**Data for this exercise**
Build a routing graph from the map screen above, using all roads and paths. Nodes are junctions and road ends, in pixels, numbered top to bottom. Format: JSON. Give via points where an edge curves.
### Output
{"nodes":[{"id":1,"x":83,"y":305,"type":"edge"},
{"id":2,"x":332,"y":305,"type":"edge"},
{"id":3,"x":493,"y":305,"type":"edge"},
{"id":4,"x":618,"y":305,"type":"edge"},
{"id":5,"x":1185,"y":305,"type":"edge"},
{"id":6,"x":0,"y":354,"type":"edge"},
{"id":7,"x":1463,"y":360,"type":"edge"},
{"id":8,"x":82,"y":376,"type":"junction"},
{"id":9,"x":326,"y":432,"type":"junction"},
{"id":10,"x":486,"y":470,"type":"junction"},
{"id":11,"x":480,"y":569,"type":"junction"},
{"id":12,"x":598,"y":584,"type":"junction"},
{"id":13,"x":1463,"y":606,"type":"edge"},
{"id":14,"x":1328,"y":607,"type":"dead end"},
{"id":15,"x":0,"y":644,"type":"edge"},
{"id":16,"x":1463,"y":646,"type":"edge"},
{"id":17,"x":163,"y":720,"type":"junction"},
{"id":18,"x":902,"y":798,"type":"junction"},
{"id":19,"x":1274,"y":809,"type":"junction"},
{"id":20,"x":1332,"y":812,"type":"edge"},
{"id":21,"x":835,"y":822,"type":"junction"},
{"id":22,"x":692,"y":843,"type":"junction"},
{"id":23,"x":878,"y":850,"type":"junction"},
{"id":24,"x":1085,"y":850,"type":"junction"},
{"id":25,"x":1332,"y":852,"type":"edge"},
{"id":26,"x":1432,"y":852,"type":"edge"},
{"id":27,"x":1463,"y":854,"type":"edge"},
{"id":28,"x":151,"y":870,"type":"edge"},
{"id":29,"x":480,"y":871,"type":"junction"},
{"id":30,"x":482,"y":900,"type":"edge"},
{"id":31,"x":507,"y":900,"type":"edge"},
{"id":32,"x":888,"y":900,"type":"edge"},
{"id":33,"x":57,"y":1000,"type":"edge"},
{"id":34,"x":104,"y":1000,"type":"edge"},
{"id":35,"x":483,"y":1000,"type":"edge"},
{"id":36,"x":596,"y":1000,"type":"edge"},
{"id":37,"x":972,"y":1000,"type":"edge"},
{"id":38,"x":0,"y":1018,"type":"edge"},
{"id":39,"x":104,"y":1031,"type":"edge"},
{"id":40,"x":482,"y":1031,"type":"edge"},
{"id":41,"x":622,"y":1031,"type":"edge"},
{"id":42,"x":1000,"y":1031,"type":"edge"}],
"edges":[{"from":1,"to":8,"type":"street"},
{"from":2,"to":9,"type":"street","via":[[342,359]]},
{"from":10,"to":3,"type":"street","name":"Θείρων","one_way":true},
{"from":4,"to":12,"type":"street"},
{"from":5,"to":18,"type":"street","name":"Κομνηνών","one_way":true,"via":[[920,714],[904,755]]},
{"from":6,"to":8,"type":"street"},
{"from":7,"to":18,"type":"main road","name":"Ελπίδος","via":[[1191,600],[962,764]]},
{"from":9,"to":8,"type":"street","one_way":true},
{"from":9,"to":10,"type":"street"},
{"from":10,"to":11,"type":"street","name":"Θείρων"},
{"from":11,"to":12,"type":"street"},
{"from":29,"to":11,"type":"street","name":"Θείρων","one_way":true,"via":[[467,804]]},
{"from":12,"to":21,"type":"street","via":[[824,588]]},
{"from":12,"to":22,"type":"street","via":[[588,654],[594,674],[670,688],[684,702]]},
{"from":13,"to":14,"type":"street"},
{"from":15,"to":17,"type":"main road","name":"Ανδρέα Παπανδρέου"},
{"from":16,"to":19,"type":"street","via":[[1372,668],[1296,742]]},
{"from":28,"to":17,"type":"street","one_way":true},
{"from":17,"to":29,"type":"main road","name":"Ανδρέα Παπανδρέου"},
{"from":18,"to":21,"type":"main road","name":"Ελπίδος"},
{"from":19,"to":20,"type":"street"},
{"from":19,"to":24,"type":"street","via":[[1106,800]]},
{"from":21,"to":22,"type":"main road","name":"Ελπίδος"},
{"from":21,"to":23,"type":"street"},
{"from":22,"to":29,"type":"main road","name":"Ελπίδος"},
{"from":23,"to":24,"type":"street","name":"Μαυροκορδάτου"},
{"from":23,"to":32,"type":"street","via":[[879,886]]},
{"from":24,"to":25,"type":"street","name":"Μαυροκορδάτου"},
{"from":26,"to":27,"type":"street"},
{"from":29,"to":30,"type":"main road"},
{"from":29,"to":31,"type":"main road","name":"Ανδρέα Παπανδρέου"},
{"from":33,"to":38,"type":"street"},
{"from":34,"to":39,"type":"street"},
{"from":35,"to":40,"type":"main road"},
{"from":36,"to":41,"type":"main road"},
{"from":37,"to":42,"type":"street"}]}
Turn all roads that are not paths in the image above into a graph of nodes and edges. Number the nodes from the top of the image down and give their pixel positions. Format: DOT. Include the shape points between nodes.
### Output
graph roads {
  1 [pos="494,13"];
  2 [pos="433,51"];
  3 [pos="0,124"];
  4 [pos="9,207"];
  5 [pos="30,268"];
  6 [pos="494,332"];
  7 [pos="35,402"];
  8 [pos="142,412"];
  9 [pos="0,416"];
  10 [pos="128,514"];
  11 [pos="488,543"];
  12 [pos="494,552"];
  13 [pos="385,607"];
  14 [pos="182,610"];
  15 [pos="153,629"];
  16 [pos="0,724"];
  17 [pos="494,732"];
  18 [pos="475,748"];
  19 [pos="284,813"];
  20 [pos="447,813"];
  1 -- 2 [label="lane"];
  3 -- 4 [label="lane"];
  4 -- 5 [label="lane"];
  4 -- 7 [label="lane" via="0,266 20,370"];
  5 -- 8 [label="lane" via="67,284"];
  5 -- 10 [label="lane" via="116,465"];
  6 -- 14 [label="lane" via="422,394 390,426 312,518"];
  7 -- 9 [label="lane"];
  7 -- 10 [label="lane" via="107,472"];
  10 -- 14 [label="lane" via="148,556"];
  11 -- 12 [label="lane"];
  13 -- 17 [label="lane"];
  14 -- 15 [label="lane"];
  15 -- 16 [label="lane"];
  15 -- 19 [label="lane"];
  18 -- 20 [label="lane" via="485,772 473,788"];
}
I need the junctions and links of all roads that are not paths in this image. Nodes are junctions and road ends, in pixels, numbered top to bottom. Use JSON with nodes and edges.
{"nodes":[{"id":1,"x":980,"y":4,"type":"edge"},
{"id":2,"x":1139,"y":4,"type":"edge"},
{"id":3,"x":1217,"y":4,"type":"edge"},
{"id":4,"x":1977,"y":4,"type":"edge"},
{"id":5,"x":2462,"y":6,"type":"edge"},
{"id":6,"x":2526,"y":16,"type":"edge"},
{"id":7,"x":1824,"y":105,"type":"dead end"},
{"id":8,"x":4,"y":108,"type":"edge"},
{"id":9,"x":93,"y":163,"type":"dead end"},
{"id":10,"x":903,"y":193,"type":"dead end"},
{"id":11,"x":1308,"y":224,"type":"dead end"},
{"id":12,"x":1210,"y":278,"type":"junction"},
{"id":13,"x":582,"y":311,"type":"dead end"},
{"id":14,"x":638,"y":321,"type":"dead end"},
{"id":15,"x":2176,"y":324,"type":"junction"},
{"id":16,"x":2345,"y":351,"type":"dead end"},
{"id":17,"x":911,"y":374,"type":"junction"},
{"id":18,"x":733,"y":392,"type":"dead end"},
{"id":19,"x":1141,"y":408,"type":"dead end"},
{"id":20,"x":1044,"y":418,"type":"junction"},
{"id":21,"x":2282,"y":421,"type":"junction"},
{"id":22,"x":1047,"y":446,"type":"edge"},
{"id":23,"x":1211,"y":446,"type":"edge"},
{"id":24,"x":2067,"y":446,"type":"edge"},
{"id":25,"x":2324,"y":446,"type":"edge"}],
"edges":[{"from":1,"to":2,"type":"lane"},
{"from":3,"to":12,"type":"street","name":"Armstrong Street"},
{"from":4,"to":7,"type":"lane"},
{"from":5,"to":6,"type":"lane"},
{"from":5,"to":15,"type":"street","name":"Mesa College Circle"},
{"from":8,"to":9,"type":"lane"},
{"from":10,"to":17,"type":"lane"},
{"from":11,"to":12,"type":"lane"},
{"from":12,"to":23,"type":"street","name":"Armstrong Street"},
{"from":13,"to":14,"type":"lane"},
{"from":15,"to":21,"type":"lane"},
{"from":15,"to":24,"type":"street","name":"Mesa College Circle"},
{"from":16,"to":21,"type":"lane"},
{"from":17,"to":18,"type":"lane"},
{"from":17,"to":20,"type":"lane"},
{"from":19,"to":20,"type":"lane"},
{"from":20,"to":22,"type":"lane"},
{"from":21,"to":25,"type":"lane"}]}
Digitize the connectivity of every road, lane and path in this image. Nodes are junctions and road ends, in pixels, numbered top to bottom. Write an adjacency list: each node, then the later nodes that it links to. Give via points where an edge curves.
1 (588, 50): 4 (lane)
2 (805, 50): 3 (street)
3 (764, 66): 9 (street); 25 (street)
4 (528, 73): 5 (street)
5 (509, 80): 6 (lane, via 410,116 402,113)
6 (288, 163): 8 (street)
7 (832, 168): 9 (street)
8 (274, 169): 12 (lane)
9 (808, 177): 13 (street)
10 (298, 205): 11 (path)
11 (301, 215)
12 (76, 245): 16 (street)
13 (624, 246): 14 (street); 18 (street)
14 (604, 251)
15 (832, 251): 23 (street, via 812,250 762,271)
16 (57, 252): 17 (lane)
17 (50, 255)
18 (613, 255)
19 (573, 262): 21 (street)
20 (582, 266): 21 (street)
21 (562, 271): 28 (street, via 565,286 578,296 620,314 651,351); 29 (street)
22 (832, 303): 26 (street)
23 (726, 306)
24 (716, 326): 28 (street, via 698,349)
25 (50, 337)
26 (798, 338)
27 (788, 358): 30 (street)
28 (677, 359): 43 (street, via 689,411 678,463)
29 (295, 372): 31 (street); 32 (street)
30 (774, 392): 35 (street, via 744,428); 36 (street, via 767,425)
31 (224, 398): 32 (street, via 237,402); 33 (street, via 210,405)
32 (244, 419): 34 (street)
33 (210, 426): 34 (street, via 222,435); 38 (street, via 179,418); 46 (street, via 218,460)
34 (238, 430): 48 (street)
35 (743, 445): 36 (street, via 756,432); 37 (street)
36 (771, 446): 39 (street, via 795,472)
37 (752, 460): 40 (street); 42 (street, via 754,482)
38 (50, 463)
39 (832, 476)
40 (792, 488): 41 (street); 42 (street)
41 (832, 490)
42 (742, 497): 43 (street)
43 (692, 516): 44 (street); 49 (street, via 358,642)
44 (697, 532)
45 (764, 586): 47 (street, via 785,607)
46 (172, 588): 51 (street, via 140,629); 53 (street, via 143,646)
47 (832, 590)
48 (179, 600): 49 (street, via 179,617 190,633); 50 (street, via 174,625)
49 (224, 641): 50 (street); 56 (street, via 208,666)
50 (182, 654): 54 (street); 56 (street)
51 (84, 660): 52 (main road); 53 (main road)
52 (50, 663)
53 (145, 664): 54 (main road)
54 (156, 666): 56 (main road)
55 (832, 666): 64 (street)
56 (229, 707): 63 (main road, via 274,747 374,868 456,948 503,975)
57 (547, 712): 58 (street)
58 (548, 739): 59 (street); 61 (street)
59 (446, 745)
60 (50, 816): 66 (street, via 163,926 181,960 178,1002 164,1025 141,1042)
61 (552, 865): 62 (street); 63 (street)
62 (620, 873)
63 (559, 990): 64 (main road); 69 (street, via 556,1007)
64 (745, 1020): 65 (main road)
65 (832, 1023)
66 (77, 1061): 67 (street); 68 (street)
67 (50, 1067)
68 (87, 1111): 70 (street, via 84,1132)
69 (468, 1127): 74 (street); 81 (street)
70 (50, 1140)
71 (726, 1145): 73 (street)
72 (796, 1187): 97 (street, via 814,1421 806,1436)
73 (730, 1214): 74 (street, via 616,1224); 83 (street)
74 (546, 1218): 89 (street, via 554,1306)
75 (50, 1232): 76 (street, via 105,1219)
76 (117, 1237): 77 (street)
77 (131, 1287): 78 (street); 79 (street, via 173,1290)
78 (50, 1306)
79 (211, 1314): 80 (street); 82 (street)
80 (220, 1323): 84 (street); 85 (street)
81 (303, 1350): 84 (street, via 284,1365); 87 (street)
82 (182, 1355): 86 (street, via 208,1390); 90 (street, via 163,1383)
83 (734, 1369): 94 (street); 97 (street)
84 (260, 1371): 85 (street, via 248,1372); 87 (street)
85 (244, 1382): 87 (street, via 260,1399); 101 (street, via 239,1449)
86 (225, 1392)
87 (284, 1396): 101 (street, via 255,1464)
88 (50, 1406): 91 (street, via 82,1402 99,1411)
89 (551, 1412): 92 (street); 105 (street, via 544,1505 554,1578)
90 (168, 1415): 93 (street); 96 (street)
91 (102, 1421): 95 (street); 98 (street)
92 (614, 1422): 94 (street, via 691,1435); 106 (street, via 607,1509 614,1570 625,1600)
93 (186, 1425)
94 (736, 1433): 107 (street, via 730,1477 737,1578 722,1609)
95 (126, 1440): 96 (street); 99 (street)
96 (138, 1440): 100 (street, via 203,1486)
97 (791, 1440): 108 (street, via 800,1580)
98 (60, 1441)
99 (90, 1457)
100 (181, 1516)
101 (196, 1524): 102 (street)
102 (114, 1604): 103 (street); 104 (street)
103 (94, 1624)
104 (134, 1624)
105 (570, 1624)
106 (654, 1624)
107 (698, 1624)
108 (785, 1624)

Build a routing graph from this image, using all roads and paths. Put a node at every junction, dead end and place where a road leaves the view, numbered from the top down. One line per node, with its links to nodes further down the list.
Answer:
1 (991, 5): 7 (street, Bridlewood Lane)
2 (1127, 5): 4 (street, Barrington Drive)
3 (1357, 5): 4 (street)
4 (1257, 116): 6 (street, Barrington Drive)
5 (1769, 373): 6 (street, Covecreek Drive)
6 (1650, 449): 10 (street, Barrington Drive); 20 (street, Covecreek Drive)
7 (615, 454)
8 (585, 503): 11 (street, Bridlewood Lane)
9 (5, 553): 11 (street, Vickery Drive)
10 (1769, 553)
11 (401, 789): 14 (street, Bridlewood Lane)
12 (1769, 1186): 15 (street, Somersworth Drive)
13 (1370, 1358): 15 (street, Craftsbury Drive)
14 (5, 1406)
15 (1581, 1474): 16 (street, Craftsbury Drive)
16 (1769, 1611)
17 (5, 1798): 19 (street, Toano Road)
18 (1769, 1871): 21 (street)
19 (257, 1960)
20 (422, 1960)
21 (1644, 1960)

**Work to be completed**
How many of the lines in this material contain the word "Θείρων"? State the number and nothing else.

**Solution to this task**
3